If it's psychosomatic then why does it only happen with this specific virus and not, say, with chronic illnesses?
Maybe because covid 19 has been accompanied with an avalanche of commenting along with draconian measures that we haven't seen for at least an entire generation.
Other illnesses still existed during the lockdowns and various other health conditions have forced people to be as isolated for years in the past. Many people got mental problems like depression but no long covid during the pandemic.
I'm not sure why it is so difficult to see the point in my comment.

My argument is that the level of fear inducing information surrounding most people on the planet, associated with covid, was nowhere comparable to fear inducing info associated with any disease and their potentially correlated (or not correlated) potential psychological side effects.

By saying this I'm not claiming that long covid is caused by a psychological side effect of a/ having been infected and b/ the information and fear induced state most people fell into and/or c/ other complex compounded side affects of the measures put in place to fight the pandemic: loss of income, job, sense of safety, isolation and containment driving our minds pretty sick

I'm saying it could be hence finding correlation between covid infection and longer than short term symptoms described in many independent observation MAY be a red herring

Last, an over simplified illustration:

- put, furtively some toxine in food and 1000 consume it. - 800, let's say. get sick then recover entirely in the short term.

- put, some toxin in food, followed by massive information campaigns, hammering everyone day in and out of the presence of a toxin in food, then lock everyone up, have 200 lose their job, lose contact with their closed ones, etc etc - 200, let's say, global knowledge some food was contaminated didn't help an ounce to reduce their consumption, get sick. - 20, let's say, don't fully recover short term and are left with what we would call "long toxin consumption syndrome", suffering various side effects.

And we have research insisting they are seeing correlation between a toxin and long term side effects. Ignoring the social, economical and psychological very potential effect/contribution to these longer term symptoms, I find flagrant lack of hollistic view to phenomenon often lacking scientific researchers.

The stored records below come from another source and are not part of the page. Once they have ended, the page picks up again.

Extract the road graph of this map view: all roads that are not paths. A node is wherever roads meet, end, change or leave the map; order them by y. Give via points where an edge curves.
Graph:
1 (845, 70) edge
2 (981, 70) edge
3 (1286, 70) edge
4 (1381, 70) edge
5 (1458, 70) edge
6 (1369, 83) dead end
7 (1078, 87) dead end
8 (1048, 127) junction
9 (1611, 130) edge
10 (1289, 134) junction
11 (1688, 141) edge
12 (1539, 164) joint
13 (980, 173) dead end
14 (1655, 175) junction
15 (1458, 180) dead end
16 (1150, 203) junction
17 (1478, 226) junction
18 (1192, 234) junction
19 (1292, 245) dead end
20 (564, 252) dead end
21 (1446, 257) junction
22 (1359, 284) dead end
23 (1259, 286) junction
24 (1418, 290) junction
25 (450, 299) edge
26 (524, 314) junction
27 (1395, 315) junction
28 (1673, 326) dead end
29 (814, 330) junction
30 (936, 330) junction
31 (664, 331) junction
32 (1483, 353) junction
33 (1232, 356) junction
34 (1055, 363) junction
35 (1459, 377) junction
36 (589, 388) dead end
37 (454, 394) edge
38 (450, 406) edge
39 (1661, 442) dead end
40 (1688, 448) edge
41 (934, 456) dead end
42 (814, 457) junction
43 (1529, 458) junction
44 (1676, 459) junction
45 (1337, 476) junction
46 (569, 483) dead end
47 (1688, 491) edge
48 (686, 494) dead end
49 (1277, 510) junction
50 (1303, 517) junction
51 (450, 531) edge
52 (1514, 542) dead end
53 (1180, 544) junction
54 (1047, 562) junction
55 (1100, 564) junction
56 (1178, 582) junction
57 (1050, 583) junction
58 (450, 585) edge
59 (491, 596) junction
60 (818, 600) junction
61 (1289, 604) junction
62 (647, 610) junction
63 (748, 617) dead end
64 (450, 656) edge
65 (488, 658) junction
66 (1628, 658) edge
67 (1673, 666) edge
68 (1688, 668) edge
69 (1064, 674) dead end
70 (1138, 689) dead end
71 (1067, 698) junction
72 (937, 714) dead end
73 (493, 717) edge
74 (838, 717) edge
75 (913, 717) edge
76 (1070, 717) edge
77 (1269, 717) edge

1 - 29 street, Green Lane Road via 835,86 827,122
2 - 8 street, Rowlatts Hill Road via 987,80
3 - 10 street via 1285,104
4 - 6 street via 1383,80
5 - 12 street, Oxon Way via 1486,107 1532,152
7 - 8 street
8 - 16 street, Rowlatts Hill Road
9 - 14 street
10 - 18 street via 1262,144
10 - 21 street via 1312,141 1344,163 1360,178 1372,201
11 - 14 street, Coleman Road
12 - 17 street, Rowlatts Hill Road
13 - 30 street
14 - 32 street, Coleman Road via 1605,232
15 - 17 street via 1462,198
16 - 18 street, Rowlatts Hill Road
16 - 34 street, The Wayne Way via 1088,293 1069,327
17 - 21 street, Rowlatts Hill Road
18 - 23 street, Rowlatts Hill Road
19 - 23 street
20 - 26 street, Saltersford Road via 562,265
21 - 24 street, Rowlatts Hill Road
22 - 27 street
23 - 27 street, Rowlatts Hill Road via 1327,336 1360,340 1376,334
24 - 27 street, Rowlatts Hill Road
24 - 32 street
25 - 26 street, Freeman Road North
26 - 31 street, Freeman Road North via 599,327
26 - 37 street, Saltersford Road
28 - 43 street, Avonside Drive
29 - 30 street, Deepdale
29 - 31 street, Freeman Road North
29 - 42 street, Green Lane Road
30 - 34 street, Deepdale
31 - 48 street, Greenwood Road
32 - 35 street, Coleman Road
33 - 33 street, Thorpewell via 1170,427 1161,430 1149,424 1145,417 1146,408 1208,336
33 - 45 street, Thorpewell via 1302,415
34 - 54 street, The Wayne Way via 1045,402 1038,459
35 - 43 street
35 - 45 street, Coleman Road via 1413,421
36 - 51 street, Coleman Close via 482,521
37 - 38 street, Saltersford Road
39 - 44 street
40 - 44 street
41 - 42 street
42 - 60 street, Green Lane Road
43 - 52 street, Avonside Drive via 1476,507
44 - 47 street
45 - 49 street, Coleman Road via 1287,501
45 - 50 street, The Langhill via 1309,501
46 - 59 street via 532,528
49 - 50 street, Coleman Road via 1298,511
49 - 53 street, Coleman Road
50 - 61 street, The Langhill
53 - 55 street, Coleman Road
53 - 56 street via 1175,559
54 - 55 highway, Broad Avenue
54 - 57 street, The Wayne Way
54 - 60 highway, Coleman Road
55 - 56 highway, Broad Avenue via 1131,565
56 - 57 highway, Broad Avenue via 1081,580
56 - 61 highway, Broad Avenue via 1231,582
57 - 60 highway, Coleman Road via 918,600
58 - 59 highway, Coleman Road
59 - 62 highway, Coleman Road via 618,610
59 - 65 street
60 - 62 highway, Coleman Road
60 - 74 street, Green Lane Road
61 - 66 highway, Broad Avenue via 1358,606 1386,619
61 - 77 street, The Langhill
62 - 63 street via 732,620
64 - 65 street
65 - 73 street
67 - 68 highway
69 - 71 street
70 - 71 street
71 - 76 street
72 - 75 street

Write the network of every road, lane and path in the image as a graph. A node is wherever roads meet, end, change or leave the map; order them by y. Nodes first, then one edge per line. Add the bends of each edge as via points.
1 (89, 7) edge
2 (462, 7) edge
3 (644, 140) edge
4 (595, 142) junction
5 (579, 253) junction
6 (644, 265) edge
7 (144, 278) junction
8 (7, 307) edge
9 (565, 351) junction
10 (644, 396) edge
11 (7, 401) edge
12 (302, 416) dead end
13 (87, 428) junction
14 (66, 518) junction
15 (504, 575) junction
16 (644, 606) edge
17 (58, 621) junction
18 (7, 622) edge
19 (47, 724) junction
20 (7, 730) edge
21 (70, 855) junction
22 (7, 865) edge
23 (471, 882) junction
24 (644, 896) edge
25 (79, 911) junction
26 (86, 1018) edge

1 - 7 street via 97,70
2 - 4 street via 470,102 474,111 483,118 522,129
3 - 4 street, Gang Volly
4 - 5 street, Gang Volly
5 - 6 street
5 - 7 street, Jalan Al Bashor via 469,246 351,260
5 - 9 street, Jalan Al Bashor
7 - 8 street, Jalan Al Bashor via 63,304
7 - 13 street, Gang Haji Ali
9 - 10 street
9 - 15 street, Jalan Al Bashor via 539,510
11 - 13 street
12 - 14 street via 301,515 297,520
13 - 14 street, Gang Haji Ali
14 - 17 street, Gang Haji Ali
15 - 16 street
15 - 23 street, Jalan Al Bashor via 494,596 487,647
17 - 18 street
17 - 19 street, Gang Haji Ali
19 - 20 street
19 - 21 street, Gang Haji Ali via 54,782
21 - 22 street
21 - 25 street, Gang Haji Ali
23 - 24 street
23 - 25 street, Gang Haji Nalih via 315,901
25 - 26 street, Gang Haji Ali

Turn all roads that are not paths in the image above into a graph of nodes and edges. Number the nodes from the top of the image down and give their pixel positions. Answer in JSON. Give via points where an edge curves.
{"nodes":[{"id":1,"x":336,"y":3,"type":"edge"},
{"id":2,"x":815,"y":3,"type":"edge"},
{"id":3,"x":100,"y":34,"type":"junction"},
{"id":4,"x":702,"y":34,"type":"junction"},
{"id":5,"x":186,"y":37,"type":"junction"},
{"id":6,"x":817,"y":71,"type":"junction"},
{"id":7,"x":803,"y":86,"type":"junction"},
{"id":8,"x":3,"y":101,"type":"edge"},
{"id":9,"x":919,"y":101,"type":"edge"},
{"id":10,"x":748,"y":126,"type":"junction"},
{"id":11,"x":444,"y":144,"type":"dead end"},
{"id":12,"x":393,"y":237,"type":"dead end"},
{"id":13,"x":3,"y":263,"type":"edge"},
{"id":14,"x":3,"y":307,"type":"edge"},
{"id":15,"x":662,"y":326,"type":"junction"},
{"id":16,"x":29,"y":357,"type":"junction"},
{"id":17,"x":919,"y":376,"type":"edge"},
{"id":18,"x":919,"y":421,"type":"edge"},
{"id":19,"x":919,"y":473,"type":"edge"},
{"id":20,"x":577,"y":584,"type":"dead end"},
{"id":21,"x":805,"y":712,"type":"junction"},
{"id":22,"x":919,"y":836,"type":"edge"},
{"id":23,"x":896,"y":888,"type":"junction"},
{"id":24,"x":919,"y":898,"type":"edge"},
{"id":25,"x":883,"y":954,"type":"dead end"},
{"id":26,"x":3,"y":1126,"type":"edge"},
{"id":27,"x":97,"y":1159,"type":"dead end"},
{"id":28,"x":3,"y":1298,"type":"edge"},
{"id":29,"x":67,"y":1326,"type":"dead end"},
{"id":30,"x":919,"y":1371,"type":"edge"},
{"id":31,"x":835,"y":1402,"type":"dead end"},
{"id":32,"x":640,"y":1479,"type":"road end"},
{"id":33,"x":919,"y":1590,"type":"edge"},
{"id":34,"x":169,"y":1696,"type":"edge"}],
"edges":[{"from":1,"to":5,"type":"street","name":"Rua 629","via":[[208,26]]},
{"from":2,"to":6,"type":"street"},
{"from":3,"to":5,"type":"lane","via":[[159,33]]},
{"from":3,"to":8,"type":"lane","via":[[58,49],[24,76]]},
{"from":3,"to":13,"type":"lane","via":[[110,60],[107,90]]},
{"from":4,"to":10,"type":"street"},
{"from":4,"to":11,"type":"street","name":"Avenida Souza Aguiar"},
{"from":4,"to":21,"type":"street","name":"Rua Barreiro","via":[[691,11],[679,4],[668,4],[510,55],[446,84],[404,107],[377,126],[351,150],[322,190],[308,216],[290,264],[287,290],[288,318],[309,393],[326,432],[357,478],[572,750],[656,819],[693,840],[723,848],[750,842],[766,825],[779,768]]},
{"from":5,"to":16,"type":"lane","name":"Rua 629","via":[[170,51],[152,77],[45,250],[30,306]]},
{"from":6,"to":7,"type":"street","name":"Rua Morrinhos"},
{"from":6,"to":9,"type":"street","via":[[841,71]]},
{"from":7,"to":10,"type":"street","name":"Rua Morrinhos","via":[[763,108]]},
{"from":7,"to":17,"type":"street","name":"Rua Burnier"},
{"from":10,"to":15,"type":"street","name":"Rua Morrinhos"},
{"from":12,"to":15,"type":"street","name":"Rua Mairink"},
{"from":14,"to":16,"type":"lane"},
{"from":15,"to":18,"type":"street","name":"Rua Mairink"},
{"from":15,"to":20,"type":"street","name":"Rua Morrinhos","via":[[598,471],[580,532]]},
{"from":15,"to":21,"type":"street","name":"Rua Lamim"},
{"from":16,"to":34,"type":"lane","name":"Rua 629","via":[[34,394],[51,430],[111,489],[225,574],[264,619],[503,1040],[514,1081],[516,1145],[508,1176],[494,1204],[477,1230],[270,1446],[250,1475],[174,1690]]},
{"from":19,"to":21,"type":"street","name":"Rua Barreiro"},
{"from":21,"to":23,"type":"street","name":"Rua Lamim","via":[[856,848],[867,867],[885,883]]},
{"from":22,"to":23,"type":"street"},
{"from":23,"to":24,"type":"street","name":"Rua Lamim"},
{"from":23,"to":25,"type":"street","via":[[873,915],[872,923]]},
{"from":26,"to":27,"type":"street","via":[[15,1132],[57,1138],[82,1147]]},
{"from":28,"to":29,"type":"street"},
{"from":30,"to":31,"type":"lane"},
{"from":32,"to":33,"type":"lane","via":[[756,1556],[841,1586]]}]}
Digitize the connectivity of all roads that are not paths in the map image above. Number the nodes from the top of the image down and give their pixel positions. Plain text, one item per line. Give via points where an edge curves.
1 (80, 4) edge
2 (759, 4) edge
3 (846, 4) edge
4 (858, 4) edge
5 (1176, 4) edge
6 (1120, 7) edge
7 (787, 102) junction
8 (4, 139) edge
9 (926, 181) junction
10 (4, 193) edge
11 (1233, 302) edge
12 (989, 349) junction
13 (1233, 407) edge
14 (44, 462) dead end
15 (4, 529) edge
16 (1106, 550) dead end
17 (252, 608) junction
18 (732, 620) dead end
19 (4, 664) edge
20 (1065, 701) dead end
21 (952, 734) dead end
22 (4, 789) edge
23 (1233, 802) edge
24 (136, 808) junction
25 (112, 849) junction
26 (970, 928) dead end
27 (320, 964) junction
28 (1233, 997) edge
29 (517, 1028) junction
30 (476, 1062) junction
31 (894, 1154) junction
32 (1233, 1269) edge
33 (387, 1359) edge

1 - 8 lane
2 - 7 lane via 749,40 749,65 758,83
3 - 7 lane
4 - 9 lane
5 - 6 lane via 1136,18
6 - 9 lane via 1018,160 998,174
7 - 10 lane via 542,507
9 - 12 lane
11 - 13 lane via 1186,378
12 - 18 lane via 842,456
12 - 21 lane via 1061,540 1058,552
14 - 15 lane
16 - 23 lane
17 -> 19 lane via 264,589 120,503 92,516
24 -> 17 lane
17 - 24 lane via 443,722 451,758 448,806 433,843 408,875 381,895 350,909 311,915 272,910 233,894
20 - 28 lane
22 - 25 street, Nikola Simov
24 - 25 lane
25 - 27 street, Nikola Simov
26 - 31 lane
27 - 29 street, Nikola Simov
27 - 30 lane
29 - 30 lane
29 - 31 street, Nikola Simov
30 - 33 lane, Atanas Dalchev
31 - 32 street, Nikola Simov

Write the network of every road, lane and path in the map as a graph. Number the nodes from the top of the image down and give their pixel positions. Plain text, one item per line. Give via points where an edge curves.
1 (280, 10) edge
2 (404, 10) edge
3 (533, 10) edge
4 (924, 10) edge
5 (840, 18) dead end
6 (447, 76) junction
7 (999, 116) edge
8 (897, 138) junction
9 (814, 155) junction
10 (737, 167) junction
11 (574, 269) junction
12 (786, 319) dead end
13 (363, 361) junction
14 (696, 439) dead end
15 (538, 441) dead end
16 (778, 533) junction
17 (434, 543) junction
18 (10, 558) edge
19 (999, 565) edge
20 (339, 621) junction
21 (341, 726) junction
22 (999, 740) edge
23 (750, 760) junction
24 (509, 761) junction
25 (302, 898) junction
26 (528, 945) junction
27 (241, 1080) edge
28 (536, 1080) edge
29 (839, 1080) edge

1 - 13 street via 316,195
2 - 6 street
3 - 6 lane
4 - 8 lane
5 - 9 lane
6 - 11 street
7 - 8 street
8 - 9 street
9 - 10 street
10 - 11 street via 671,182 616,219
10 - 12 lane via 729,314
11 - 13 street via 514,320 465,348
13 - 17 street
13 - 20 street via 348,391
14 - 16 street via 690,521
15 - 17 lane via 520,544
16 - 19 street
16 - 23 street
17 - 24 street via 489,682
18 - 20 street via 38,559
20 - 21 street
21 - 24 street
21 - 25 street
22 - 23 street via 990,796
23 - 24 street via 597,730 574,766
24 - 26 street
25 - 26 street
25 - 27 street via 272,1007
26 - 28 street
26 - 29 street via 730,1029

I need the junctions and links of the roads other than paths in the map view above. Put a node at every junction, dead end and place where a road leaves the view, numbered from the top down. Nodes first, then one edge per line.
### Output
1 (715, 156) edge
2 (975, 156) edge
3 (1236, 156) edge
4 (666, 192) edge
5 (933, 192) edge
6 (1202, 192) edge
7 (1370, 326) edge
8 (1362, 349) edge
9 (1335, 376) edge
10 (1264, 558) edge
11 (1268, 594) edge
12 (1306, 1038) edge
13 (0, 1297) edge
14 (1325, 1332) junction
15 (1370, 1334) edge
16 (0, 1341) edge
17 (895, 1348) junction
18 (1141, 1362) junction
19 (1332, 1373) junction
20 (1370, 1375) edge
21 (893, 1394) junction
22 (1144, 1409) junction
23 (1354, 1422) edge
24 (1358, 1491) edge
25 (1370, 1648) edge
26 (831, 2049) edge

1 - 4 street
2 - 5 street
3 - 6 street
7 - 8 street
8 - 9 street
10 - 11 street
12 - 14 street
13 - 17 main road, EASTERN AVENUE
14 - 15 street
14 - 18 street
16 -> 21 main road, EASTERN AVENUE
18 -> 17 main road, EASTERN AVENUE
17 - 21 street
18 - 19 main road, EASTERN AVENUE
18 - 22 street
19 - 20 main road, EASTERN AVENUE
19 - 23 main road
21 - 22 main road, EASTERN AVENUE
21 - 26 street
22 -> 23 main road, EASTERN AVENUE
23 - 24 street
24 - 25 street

It’s not psychosomatic, but there usually are multiple contributing factors to serious respiratory disease, and I think it’s OK to consider it as a relevant one of them in many cases.

Fair enough?

There was way more persistent fear-mongering in the media about COVID-19, than anything else in recent years.

(Not arguing for the parent idea, just why this illness may be special, from the fear perspective.)

I was expecting the linked study to support your hypothesis that fear of covid-19 causes long-covid, but unfortunately it was just a writeup of 1 person's opinion of something that might have happened nearly a century ago, with literally 0 experimental methodology (because it appears to be an op-ed rather than an experiment?)

Your hypothesis doesn't seem super likely, though I'd entertain the theory if there were a study showing a linkage here. But as for your literal question, I don't think anyone supposes you specifically must do anything. After all, what's 1 person out of billions?